Many of the short course yards marks, however, stayed put, as only one NCAA Championships (2009) featured the new technology. To find the last record-smashing performance at NCAAs, one has to go back to Ryan Lochte’s senior season in 2006, when he swept the IMs and won the 200 back in Atlanta. Lochte set NCAA records in all three and American records in all but the 400 IM. Additionally, he set an American record of 44.60 leading off Florida’s 400 medley relay team, breaking Neil Walker’s nine year old mark of 44.92.
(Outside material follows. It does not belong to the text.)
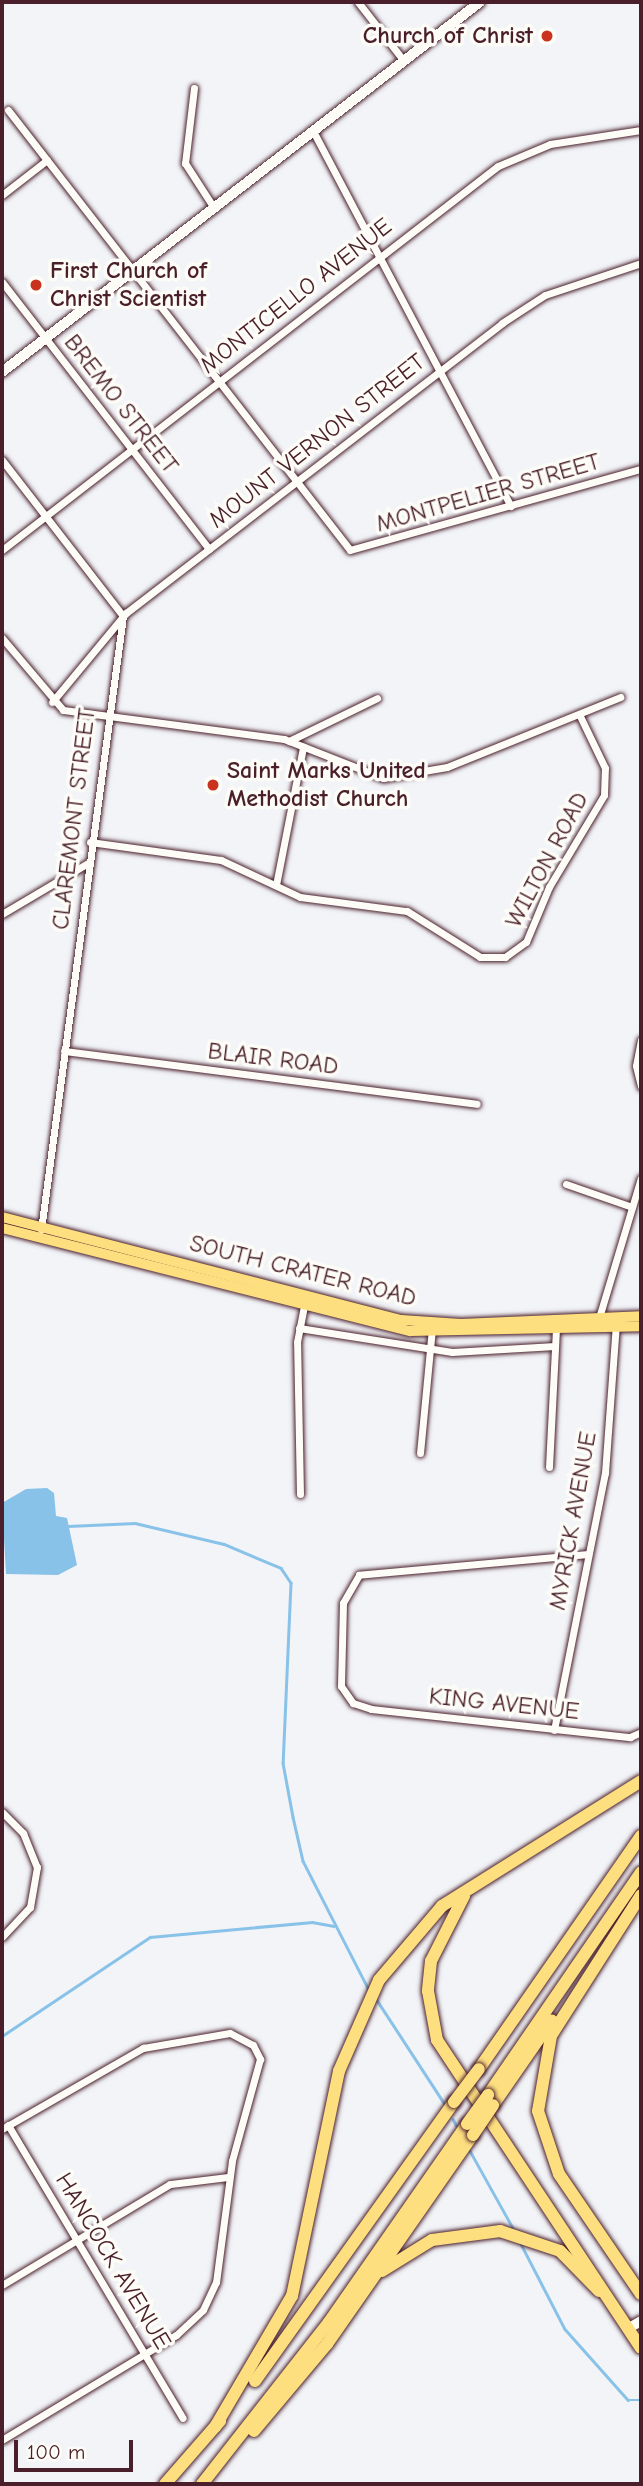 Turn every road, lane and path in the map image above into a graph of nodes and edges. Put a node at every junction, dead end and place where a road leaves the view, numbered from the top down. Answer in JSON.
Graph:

Lochte would go on to reset the American marks in the 200 back and 200 IM at Short Course Nationals 21 months later, but he didn’t swim the 100 back in his return to the Georgia Tech Aquatic Center. Albert Subirats made a run at Lochte’s mark in 2007, as did Ben Hesen in 2008, seemingly everyone in 2009, and Tom Shields in 2012. Lochte’s mark just stood there, and no one could reach that 44.60 barrier. That is, until November of 2012, when recently-crowned Olympic gold medalist Matt Grevers posted a 44.55 at Short Course Nationals to erase the aged time.
At this year’s Short Course Nationals, Nick Thoman made his intentions known from day one, blasting a 44.56 leadoff leg on SwimMAC’s 400 medley relay. A day later, he broke a pair of American marks in one race, setting the 50 back standard as a split on a record-breaking 200 medley relay. At that point, it looked pretty clear that he would have a shot at surpassing Grevers’ mark in the event’s final a few hours later. Returning from a layoff following winning the Olympic silver medal in the event in 2012, Thoman had designs on more than just clipping the time.
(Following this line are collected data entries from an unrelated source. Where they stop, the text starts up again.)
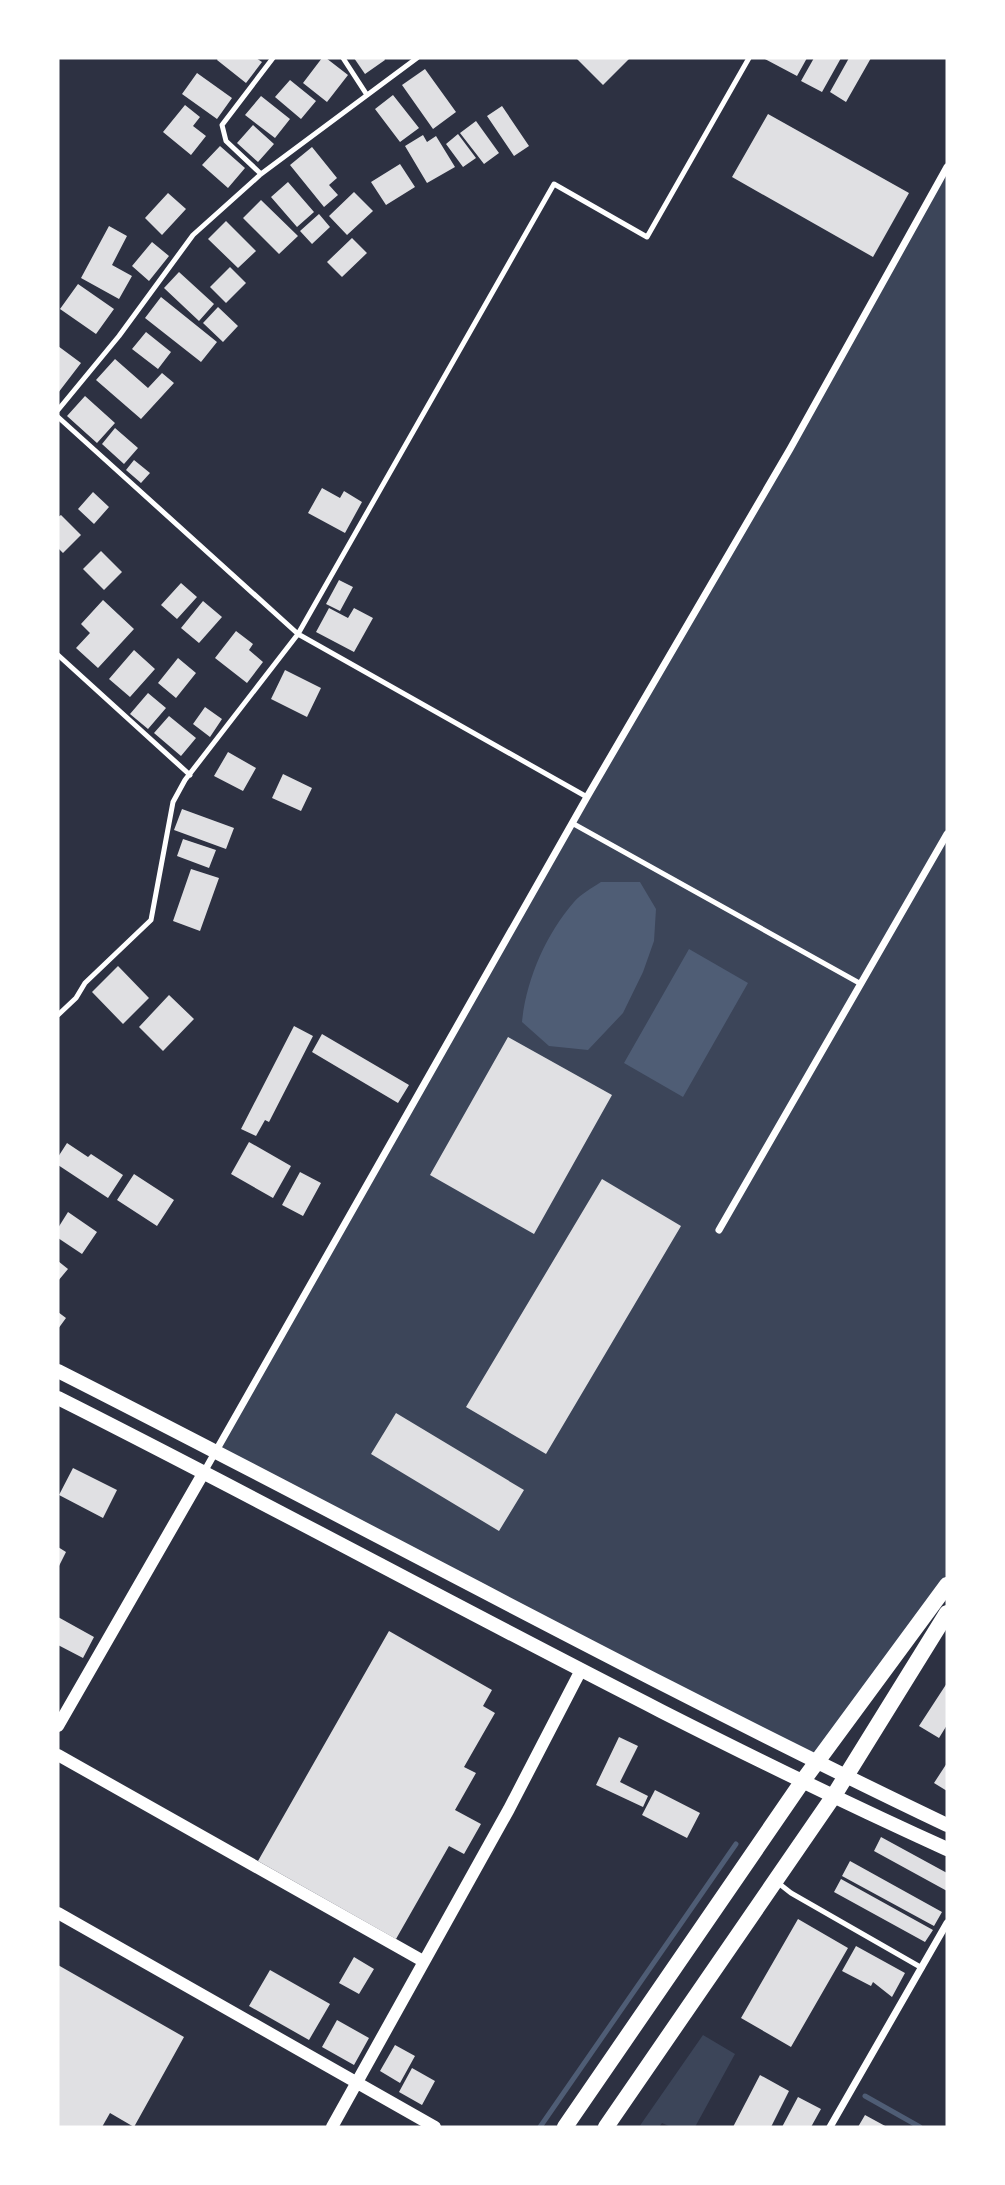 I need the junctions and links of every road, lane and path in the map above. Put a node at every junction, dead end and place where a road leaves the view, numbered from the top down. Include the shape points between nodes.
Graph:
1 (273, 58) edge
2 (344, 58) edge
3 (417, 58) edge
4 (749, 58) edge
5 (367, 95) junction
6 (947, 167) edge
7 (261, 174) junction
8 (58, 410) edge
9 (58, 417) edge
10 (298, 634) junction
11 (58, 655) edge
12 (190, 775) junction
13 (587, 797) junction
14 (572, 823) junction
15 (947, 834) edge
16 (861, 984) junction
17 (58, 1015) edge
18 (719, 1230) dead end
19 (58, 1371) edge
20 (58, 1398) edge
21 (216, 1451) junction
22 (204, 1472) junction
23 (947, 1585) edge
24 (947, 1613) edge
25 (581, 1670) junction
26 (58, 1726) edge
27 (58, 1755) edge
28 (818, 1762) junction
29 (845, 1776) junction
30 (802, 1782) junction
31 (833, 1797) junction
32 (947, 1825) edge
33 (947, 1849) edge
34 (775, 1881) junction
35 (58, 1913) edge
36 (947, 1923) edge
37 (423, 1961) junction
38 (922, 1968) junction
39 (357, 2084) junction
40 (332, 2127) edge
41 (435, 2127) edge
42 (565, 2127) edge
43 (606, 2127) edge
44 (830, 2127) edge

1 - 7 lane via 222,125 226,141
2 - 5 lane
3 - 5 lane
4 - 10 lane via 647,237 554,184
5 - 7 lane
6 - 13 street via 790,449
7 - 8 lane via 194,235
9 - 10 lane
10 - 12 lane
10 - 13 lane
11 - 12 lane
12 - 17 lane via 173,802 151,920
13 - 14 street
14 - 16 lane
14 - 21 street
15 - 16 street
16 - 18 street
19 - 21 main road
20 - 22 main road
21 - 22 street
21 - 28 main road
22 - 25 main road
22 - 26 street
23 - 28 main road
24 - 29 main road
25 - 30 main road
25 - 37 street
27 - 37 street
28 - 29 main road
28 - 30 main road
29 - 31 main road
29 - 32 main road
30 - 31 main road
30 - 42 main road
31 - 33 main road
31 - 34 main road
34 - 38 lane
34 - 43 main road
35 - 39 street
36 - 38 street
37 - 39 street
38 - 44 street
39 - 40 street
39 - 41 street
When Katie Ledecky took nine seconds off the American record in the women’s mile on Saturday, it seemed like a demolition of a record unseen since the suit era. Not so; Ledecky took about 0.56 off of the record per 100 yards, not much more than the 0.48 Thoman chopped off of Grevers’ record with his 44.07. Even though Grevers himself finished at 44.49, under his old record, Thoman still obliterated him. With spectacular underwater abilities, Thoman has always been a strong short course swimmer — he still holds the 100 back world record in short course meters — but that swim on Friday made a statement.
Without Thoman participating at U.S. Nationals this summer, David Plummer won the 100 back in Indianapolis and finished second to Grevers at the World Championships. Thoman, naturally, has aims of getting back into that mix in 2014 and beyond, and it could push the event to new levels. At the 2012 Olympic Trials, Grevers, Thoman, and Plummer all broke 53 seconds in the 100 back final, the first time that three men had ever gone under that time in a domestic meet (and in fact, the first time two men had done so).
Now, though, the 100 back short course record is faster than the 100 fly mark (Austin Staab, 44.18) for the first time since 2004, when Ian Crocker first broke 45 seconds as part of a blistering run of world record-setting in the sprint fly events. Sure, it’s not abnormal to have short course backstroke times surpass butterfly times because of the quickness of a backstroke flip turn compared to a butterfly open turn. The men’s 100 back has always been a quick event in the U.S., and with Thoman swimming a 44-flat in December of 2013, that trend won’t end anytime soon.